Sweet potato (Ipomoea batatas (L.) Lam.) is an important root crop for poor farmers in developing countries. Since the late 1980s, viral diseases have increasingly become a threat to sweet potato production in Ethiopia. This review paper presents the role of sweet potato production for ensuring food security, the level of sweet potato virus research, including the types of viral species identified and their current level of incidences in Ethiopia. Sweet potato feathery mottle virus (SPFMV), Sweet potato chlorotic stunt virus (SPCSV), Sweet potato virus 2 (SPV2), Sweet potato virus G (SPVG), and Cucumber mosaic virus (CMV) were reported in Ethiopia, where the first two are the most common and exist at high incidences.

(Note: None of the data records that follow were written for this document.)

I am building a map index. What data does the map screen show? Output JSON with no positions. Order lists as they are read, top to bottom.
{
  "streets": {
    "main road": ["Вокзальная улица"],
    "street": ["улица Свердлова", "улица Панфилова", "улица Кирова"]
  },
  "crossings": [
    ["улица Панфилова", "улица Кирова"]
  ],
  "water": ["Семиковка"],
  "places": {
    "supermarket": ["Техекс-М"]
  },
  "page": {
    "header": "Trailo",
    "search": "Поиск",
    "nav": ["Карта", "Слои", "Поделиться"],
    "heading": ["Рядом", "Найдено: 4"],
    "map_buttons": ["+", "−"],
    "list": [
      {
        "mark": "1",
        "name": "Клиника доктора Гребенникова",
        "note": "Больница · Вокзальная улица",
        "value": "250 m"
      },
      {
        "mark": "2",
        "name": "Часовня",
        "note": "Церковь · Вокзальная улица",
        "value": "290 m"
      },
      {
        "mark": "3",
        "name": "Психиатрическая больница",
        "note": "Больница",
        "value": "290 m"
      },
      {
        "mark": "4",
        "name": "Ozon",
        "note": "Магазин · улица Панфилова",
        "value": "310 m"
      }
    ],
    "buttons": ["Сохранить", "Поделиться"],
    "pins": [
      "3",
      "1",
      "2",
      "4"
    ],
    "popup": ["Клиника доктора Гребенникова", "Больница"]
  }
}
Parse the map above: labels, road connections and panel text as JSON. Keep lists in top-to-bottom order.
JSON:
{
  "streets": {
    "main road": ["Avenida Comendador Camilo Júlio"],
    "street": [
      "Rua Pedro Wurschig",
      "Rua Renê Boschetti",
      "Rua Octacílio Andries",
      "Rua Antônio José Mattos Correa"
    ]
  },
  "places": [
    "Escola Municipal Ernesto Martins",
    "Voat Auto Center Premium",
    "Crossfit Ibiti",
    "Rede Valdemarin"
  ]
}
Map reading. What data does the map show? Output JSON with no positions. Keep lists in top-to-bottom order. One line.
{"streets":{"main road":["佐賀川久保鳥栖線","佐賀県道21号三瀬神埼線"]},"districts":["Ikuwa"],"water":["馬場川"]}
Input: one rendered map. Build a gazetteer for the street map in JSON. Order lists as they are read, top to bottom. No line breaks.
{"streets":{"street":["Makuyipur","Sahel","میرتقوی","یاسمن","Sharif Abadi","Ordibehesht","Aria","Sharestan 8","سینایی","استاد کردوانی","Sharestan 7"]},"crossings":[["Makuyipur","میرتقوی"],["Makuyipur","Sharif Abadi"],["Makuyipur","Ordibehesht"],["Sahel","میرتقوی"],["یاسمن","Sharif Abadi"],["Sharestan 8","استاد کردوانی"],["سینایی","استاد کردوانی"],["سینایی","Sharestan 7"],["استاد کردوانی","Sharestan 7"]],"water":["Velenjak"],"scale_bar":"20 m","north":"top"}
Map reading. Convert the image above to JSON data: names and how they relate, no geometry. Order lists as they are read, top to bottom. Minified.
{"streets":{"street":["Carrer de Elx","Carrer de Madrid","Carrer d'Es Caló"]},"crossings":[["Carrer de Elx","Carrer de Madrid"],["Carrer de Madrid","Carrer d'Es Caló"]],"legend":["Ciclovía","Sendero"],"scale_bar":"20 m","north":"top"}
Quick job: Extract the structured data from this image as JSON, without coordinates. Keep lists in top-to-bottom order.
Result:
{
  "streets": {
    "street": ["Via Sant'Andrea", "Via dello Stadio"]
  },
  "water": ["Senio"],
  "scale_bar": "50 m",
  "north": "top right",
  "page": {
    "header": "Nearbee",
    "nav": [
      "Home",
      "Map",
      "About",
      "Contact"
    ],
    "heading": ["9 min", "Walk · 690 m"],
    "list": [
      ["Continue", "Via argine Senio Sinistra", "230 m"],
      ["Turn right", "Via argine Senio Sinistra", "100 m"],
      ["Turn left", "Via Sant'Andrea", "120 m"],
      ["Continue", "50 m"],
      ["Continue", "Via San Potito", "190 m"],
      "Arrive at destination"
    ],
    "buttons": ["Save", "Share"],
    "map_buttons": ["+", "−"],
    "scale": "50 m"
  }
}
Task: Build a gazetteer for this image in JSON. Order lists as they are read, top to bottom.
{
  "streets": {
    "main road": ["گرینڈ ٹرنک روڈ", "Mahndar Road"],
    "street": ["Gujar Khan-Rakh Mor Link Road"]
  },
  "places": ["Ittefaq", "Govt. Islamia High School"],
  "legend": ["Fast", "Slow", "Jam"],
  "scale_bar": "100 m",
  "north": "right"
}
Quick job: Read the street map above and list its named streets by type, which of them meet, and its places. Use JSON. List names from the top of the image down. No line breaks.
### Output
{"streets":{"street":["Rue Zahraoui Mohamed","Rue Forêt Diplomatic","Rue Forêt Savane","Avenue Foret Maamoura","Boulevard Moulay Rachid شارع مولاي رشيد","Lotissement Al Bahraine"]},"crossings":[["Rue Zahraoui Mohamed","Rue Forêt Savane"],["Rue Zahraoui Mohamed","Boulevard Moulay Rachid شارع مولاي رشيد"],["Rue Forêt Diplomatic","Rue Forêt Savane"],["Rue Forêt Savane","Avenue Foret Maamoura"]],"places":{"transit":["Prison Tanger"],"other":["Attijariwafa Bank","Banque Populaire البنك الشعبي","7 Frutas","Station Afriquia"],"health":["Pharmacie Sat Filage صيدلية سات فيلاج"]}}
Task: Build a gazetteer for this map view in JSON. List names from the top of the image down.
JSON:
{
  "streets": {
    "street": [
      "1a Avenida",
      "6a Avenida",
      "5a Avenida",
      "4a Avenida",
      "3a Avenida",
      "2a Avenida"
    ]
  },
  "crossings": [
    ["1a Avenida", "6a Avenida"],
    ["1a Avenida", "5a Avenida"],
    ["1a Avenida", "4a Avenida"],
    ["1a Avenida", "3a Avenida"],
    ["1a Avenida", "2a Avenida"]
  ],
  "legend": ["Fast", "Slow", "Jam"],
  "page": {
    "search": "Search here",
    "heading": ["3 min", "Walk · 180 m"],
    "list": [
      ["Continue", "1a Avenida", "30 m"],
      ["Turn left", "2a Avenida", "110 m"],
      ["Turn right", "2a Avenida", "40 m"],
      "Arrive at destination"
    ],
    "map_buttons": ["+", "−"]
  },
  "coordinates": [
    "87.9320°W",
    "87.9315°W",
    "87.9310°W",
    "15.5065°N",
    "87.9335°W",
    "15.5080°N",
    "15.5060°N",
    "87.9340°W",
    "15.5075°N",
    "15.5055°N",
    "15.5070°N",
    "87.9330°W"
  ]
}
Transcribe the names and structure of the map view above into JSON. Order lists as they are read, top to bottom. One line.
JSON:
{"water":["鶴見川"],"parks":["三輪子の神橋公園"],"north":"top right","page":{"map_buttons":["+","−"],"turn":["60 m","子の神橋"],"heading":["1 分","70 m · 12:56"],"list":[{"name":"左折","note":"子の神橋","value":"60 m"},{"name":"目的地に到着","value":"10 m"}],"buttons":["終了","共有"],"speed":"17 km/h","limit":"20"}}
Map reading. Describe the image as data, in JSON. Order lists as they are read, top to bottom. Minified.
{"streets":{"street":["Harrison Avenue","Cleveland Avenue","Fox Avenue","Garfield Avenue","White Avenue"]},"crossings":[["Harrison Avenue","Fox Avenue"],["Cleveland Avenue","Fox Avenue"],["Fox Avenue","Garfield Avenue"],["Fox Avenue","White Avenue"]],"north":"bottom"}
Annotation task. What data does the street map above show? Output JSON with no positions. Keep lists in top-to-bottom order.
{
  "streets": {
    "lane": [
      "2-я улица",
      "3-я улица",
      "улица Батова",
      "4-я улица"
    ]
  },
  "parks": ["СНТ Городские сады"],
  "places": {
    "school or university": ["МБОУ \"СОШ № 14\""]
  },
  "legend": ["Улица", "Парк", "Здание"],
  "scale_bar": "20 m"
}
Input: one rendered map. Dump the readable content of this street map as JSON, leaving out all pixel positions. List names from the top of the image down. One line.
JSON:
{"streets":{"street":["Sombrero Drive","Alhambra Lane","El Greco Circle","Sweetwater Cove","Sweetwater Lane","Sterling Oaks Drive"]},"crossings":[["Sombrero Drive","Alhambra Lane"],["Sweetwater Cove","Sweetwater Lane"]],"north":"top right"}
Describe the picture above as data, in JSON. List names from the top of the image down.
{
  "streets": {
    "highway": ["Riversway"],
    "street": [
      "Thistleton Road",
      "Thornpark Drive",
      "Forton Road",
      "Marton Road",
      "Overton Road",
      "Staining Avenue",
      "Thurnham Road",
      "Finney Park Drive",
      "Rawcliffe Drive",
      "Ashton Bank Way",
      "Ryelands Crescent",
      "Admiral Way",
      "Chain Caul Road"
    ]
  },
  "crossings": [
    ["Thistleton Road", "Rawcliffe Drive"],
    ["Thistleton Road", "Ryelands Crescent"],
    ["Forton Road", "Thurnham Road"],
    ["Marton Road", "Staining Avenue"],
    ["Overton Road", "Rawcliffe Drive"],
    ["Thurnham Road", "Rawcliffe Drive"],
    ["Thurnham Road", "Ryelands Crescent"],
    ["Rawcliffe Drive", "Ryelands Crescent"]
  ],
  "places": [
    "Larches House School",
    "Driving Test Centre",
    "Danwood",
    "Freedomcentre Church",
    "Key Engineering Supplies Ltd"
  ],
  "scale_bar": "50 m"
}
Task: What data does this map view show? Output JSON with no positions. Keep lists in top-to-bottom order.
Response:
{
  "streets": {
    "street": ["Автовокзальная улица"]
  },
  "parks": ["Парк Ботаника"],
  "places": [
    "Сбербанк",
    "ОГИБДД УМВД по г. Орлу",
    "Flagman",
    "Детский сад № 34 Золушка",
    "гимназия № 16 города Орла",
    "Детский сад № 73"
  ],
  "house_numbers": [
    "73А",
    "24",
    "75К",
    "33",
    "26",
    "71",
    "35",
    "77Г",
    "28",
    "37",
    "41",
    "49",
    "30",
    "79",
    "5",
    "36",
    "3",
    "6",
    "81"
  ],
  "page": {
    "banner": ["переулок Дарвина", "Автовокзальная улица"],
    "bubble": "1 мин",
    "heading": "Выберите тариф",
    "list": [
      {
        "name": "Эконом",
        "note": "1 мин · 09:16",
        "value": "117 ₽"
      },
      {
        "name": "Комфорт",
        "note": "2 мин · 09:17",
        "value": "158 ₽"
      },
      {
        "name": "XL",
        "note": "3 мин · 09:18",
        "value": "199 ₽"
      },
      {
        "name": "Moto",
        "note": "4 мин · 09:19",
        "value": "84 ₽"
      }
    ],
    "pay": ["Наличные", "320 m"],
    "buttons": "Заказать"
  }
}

In addition, this paper discusses the virus vectors, virus transmission methods to new farms, factors exacerbating the rate of viral incidence and the methods used to reduce the incidences. Moreover, it highlights methods of sweet potato viruses’ detection and cleaning of infected materials in use and the challenges encountered towards the efficient utilization of the methods. Finally, we suggest major intervention techniques that will integrate all key players in managing the impact of the virus on sweet potato production to improve productivity and ensuring food security in Ethiopia. The findings obtained from this review could be an input for the current research on sweet potato improvement (both planting materials and routines) in Ethiopia.

Key words: Sweet potato, research, virus, detection, planting, infection, production.